- RECORDS SHOWN
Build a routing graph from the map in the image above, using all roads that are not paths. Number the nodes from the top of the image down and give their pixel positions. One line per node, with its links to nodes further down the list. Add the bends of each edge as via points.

--

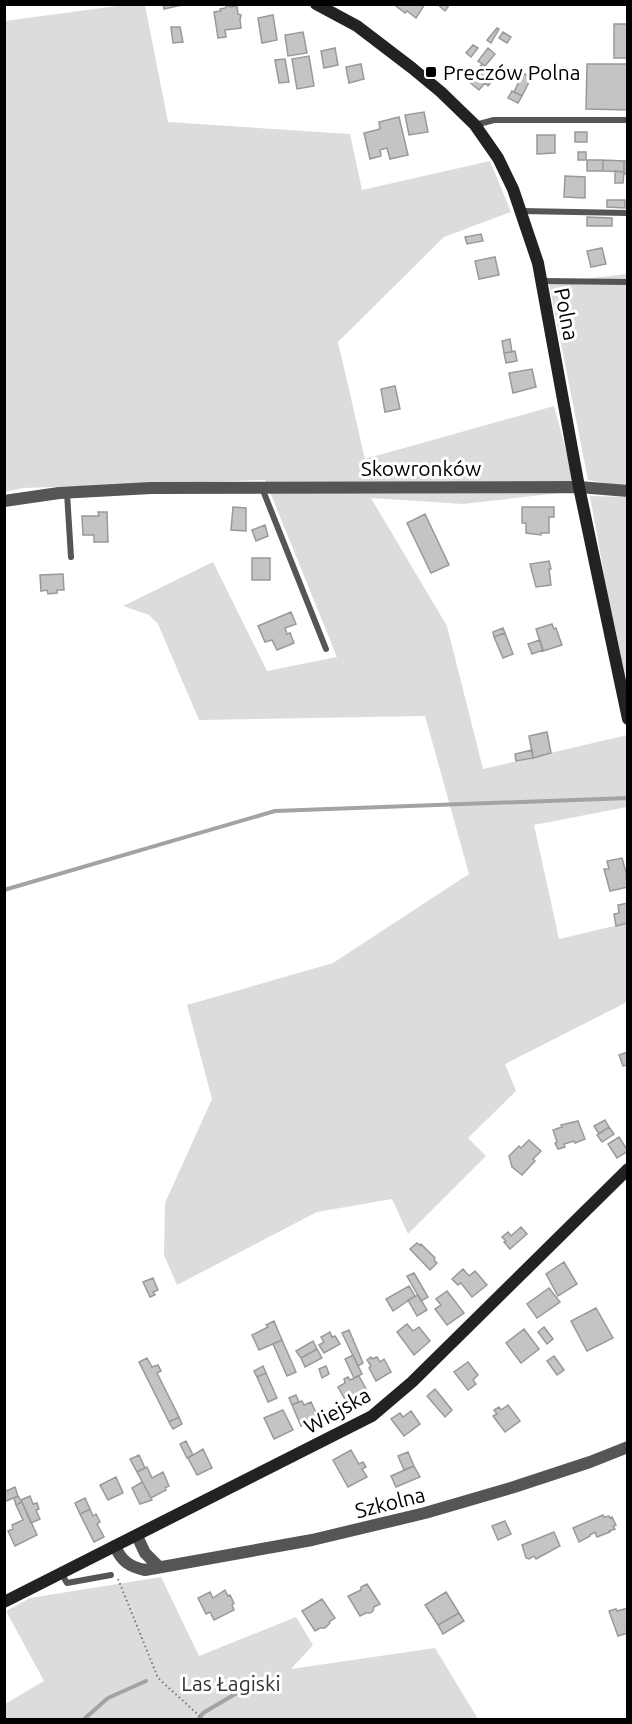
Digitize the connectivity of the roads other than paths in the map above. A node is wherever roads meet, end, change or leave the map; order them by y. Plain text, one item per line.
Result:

- EXERCISE GOAL
Please give the number of lines in the data above that contain the word "paths", with nothing else.

- EXERCISE SOLUTION
2